Investigating the organizing principles of the mouse claustrum

The claustrum is highly interconnected with many structures in the brain, but the organizing principles governing its vast connectivity have yet to be fully explored. In this thesis, I investigate the architecture of circuits between the claustrum and neocortex and within the claustrum itself. Immunohistochemistry, neuronal tract tracing, in vitro whole-cell patch-clamp electrophysiology, dual-color optogenetic circuit mapping, and in vivo calcium imaging of neural activity were used to assess whether claustrum neurons combine inputs from multiple cortical areas and what impact claustrum neurons have on the cortex.

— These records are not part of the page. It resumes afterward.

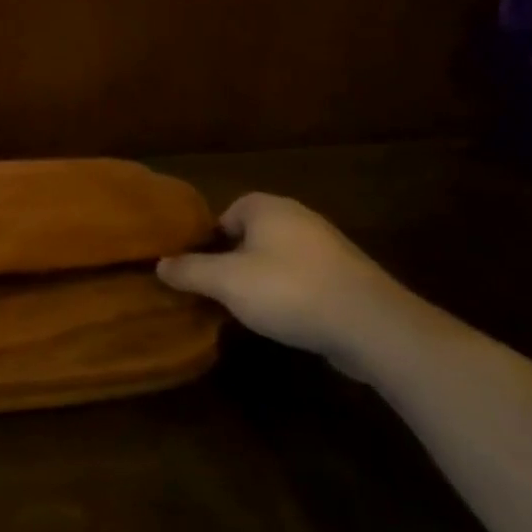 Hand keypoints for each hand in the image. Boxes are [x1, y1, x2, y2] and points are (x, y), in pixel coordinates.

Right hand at [156, 193, 423, 374]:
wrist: (371, 324)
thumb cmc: (288, 290)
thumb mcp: (226, 282)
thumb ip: (190, 271)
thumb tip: (160, 264)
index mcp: (266, 207)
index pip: (225, 214)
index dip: (209, 242)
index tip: (200, 270)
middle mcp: (297, 217)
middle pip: (251, 236)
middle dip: (234, 262)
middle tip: (219, 291)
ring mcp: (327, 246)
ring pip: (278, 259)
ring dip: (262, 280)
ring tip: (249, 309)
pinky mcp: (347, 277)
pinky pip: (304, 279)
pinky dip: (291, 294)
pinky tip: (285, 320) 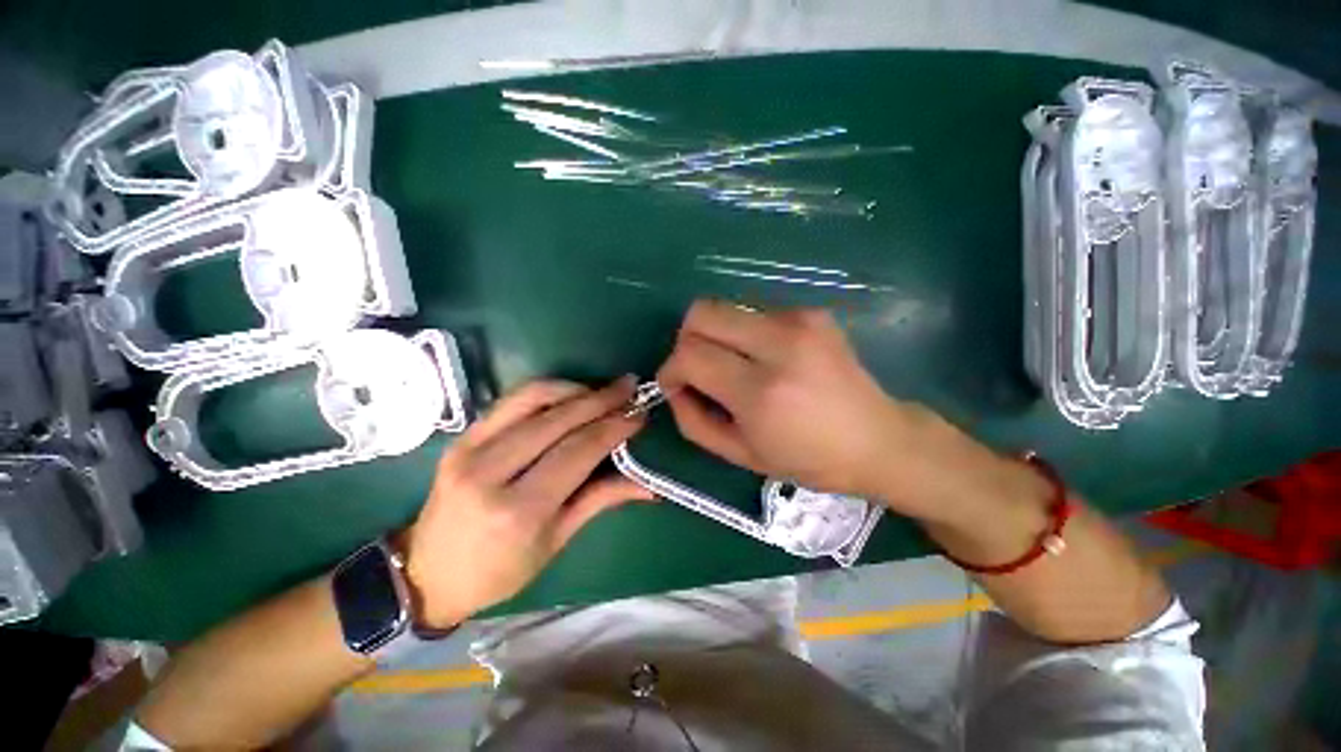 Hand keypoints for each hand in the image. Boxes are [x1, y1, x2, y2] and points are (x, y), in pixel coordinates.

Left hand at [396, 377, 651, 628]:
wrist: (427, 573)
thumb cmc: (499, 570)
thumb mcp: (556, 542)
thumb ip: (601, 500)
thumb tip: (648, 486)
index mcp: (520, 510)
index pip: (579, 451)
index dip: (613, 427)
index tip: (639, 414)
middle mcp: (491, 472)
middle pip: (559, 420)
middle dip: (601, 399)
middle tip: (629, 387)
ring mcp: (470, 449)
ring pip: (533, 399)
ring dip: (575, 388)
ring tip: (603, 390)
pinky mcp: (461, 437)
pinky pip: (512, 400)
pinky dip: (547, 390)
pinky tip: (570, 394)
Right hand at [656, 301, 917, 497]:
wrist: (879, 440)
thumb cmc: (808, 459)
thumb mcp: (740, 454)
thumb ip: (693, 420)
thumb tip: (674, 386)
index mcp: (761, 392)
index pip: (690, 354)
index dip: (670, 368)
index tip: (675, 384)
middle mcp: (780, 344)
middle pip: (701, 312)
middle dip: (687, 339)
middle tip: (699, 369)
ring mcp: (799, 321)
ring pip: (725, 308)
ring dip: (717, 337)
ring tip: (737, 367)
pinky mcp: (811, 312)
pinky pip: (754, 313)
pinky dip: (745, 334)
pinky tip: (766, 359) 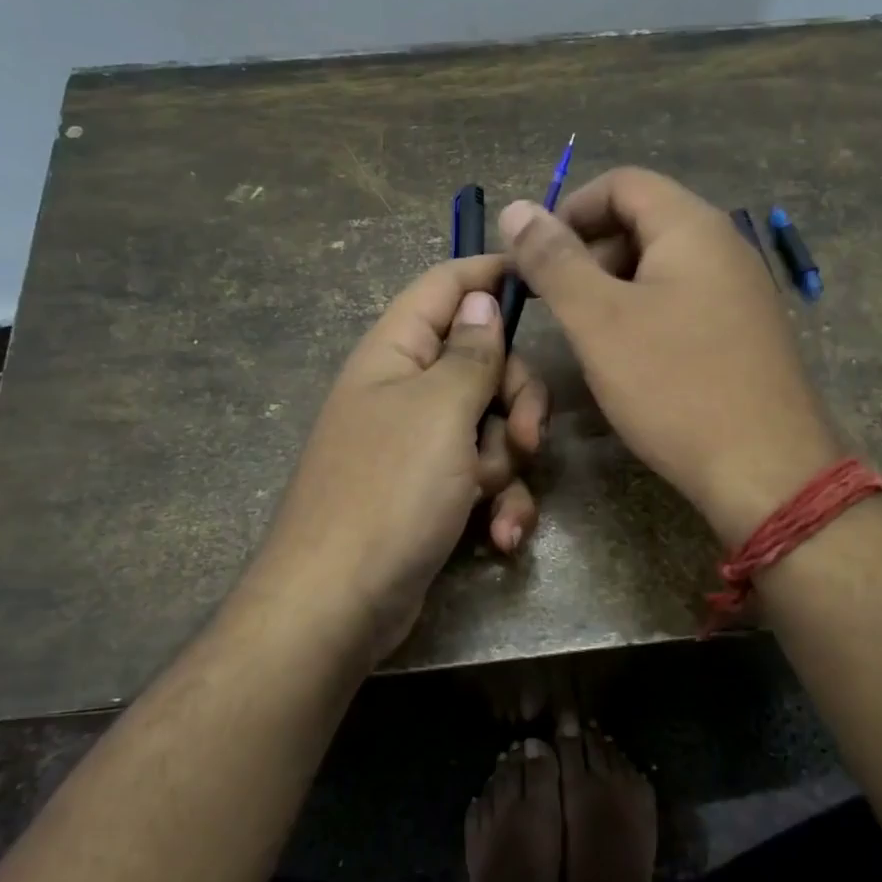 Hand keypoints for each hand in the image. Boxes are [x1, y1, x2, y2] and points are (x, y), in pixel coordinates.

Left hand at [253, 255, 547, 662]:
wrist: (338, 605)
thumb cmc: (389, 492)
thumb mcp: (440, 411)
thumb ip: (471, 352)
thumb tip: (481, 299)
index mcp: (395, 354)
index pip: (444, 286)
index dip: (491, 276)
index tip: (543, 281)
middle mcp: (406, 392)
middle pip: (484, 362)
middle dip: (517, 399)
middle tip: (530, 436)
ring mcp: (419, 446)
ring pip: (492, 426)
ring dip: (508, 463)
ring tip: (496, 500)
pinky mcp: (432, 493)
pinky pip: (482, 478)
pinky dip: (499, 503)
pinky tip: (503, 536)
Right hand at [501, 168, 838, 545]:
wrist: (765, 471)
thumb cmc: (675, 386)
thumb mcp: (599, 320)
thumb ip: (554, 261)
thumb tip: (516, 209)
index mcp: (692, 227)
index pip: (622, 183)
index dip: (570, 210)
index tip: (536, 257)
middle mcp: (724, 245)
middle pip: (643, 221)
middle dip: (590, 252)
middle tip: (557, 304)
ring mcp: (741, 290)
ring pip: (661, 266)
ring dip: (614, 288)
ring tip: (588, 336)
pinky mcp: (745, 331)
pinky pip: (683, 301)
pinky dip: (645, 314)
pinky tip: (630, 358) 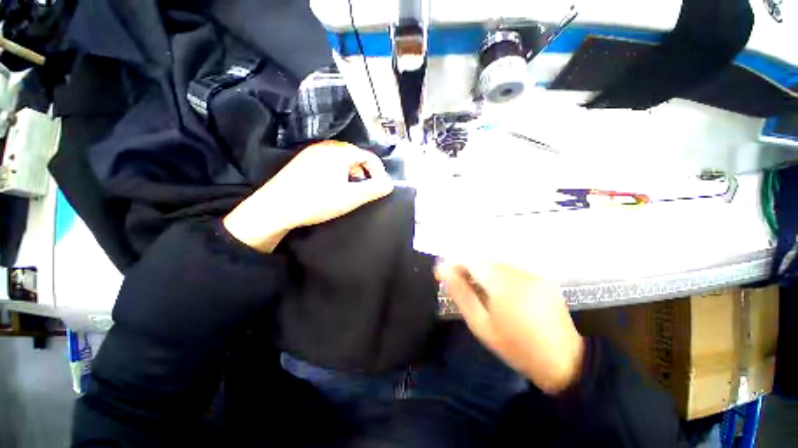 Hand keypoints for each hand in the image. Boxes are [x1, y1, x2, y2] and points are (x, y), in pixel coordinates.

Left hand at [224, 141, 393, 251]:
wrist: (275, 207)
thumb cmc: (316, 201)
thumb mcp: (351, 197)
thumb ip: (374, 189)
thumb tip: (389, 184)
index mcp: (339, 152)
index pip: (369, 156)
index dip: (378, 171)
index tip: (380, 186)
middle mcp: (325, 147)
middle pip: (355, 156)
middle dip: (364, 173)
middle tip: (364, 189)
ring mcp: (311, 153)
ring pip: (341, 160)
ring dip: (351, 174)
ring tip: (349, 190)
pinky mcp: (302, 162)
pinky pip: (328, 163)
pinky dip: (337, 174)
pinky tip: (331, 188)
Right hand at [436, 261, 584, 393]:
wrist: (564, 361)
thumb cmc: (516, 347)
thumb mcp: (481, 324)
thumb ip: (461, 293)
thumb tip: (443, 271)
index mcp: (502, 283)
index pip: (470, 259)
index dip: (453, 263)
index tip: (443, 274)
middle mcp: (517, 270)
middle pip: (483, 258)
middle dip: (466, 267)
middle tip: (458, 283)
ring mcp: (531, 271)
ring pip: (496, 261)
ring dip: (481, 270)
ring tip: (477, 288)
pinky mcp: (540, 275)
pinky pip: (510, 267)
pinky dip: (497, 273)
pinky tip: (497, 290) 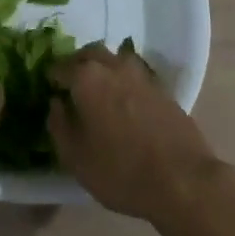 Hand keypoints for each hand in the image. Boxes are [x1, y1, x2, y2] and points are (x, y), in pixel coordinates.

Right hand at [50, 42, 223, 222]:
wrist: (183, 181)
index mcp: (86, 76)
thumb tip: (56, 104)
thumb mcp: (76, 157)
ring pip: (114, 60)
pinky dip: (125, 82)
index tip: (50, 92)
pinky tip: (125, 104)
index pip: (59, 67)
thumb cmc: (121, 171)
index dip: (52, 79)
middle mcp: (113, 65)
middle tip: (73, 87)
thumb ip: (58, 125)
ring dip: (103, 69)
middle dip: (77, 66)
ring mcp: (141, 74)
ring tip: (100, 93)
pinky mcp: (162, 88)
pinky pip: (135, 75)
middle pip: (89, 54) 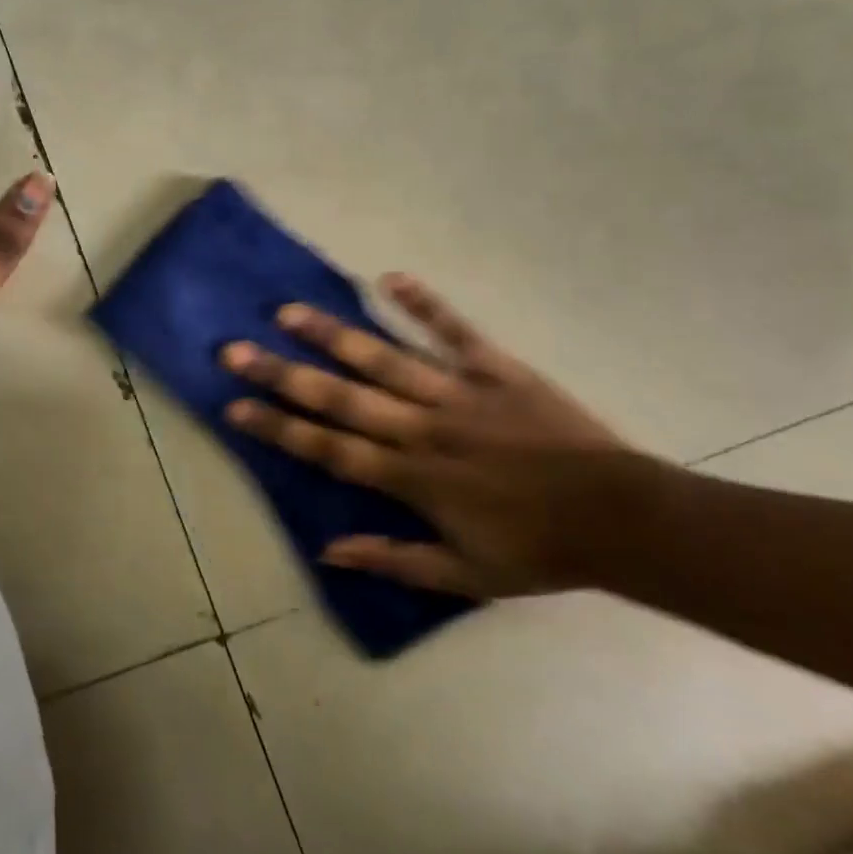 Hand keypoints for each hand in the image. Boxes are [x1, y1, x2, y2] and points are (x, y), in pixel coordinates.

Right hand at [220, 274, 645, 598]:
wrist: (618, 518)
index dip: (278, 428)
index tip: (234, 408)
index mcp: (412, 477)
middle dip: (283, 374)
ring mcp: (458, 392)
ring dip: (333, 334)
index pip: (329, 449)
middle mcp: (423, 428)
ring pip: (384, 358)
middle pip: (340, 397)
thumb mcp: (463, 575)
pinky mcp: (495, 369)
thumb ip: (393, 559)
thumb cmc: (536, 550)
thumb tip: (327, 551)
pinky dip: (424, 305)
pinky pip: (455, 331)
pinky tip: (391, 278)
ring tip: (288, 311)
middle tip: (236, 349) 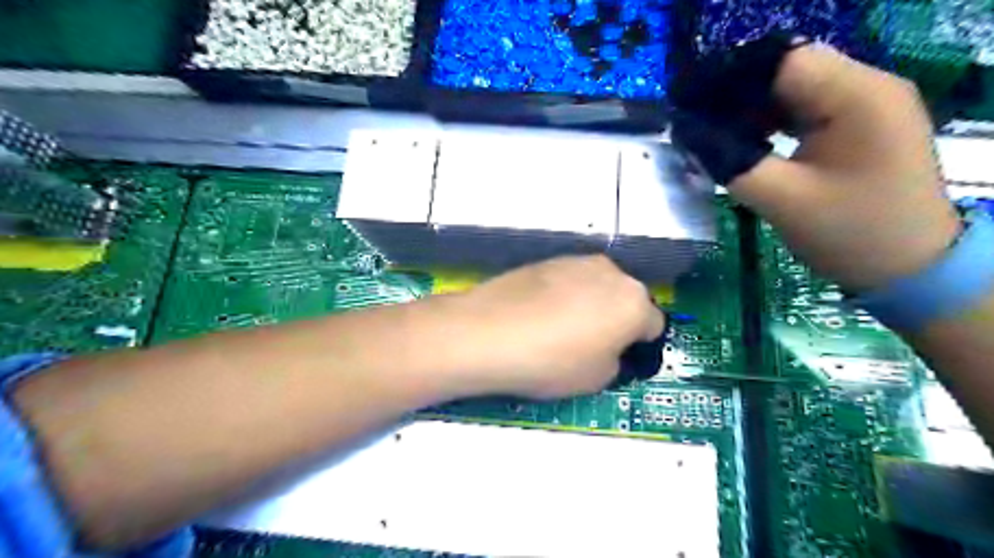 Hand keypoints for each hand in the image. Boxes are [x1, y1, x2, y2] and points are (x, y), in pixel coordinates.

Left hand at [440, 255, 658, 399]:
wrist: (487, 332)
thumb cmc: (551, 361)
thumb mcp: (596, 379)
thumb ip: (616, 361)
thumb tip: (610, 349)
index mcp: (634, 302)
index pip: (654, 325)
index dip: (639, 346)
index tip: (619, 360)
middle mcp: (611, 272)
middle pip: (625, 300)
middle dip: (617, 320)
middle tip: (591, 345)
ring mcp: (576, 261)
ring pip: (597, 287)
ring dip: (591, 304)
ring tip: (561, 329)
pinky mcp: (547, 260)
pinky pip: (569, 281)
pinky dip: (565, 295)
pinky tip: (540, 314)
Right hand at [677, 38, 963, 291]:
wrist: (909, 268)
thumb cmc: (849, 234)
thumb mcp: (781, 200)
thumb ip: (731, 162)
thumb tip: (689, 134)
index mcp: (857, 97)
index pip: (782, 62)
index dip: (730, 81)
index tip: (691, 109)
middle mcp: (867, 87)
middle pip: (788, 72)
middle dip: (738, 97)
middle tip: (698, 126)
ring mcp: (866, 105)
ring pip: (793, 90)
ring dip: (752, 110)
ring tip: (715, 135)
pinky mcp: (858, 125)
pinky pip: (805, 109)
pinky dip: (771, 123)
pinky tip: (746, 142)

I determined that individual claustrum neurons frequently integrate inputs from more than one cortical site, most commonly between regions of the frontal cortex. Additionally, I found that neurons in the claustrum receive inputs from an array of sensory and associative cortical areas, albeit to a lesser extent. Neuronal tract tracing and electrophysiology further indicated that input integration from frontal cortical regions depends on the cell type and output target of claustrum neurons. Optogenetic mapping revealed that intraclaustral connectivity was far more frequent than previously reported, particularly among neurons that did not share the same output target. Finally, activity in claustrum axons recorded with in vivo calcium imaging showed responses to combinations of sensory stimuli that were then transmitted to downstream cortical targets. My findings shed light on the organizing principles of claustrum connectivity, demonstrating that individual claustrum neurons integrate afferent inputs and redistribute this information back to cortex after performing output target- and cell-type-dependent local computations.